Circulating lipopolysaccharide-binding protein (LBP) as a marker of obesity-related insulin resistance.

Author information

1
Department of Diabetes, Endocrinology and Nutrition, Institut d'Investigació Biomèdica de Girona (IdIBGi), CIBEROBN (CB06/03/010) and Instituto de Salud Carlos III (ISCIII), Girona, Spain.

Abstract

OBJECTIVE:

Lipopolysaccharide-binding protein (LBP) is a 65-kDa acute-phase protein present in blood at high concentrations, known to be derived from the liver. We aimed to gain insights into the association of circulating LBP with insulin resistance in humans and mice. METHODS, DESIGN AND MEASUREMENTS: We studied the cross-sectional (n=222) and weight loss-induced (n=34) associations of LBP (enzyme-linked immunosorbent assay) with inflammatory and metabolic parameters (including minimal model-measured insulin sensitivity), and the effects of high-fat diet (HFD), metformin and genetic insulin sensitization (glucagon-like peptide 1 receptor knockout model) in mice.

RESULTS:

Circulating LBP concentration was significantly increased in subjects with type 2 diabetes and dramatically increased in subjects with morbid obesity.

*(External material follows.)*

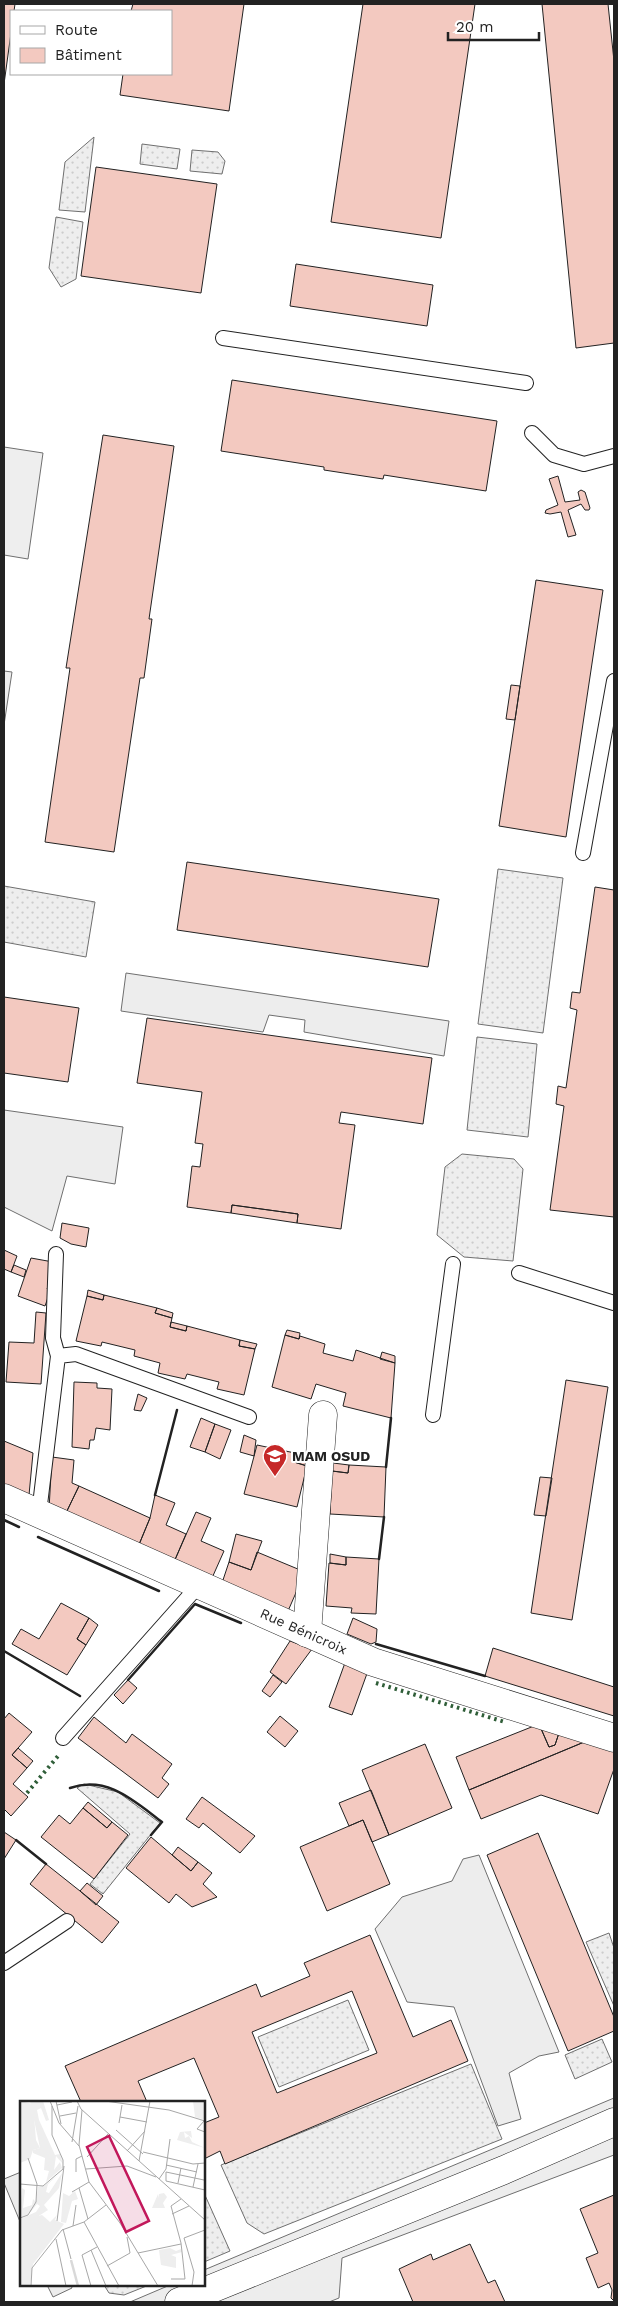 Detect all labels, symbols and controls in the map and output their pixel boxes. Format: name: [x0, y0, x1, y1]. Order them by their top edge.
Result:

LBP was significantly associated with insulin sensitivity and different inflammatory markers and decreased after weight loss (22.2 ± 5.8 vs 16.2 ± 9.3 μg ml(-1), P<0.0001) in association with changes in body mass index and insulin sensitivity. Circulating LBP concentration was increased in HFD mice, whereas decreased in glucagon-like peptide 1 receptor knockout mice (significantly more insulin sensitive than wild-type mice) and after metformin administration.

CONCLUSION:

LBP is an inflammatory marker associated with obesity-related insulin resistance.

PMID:
22184060
DOI:
10.1038/ijo.2011.256
[Indexed for MEDLINE]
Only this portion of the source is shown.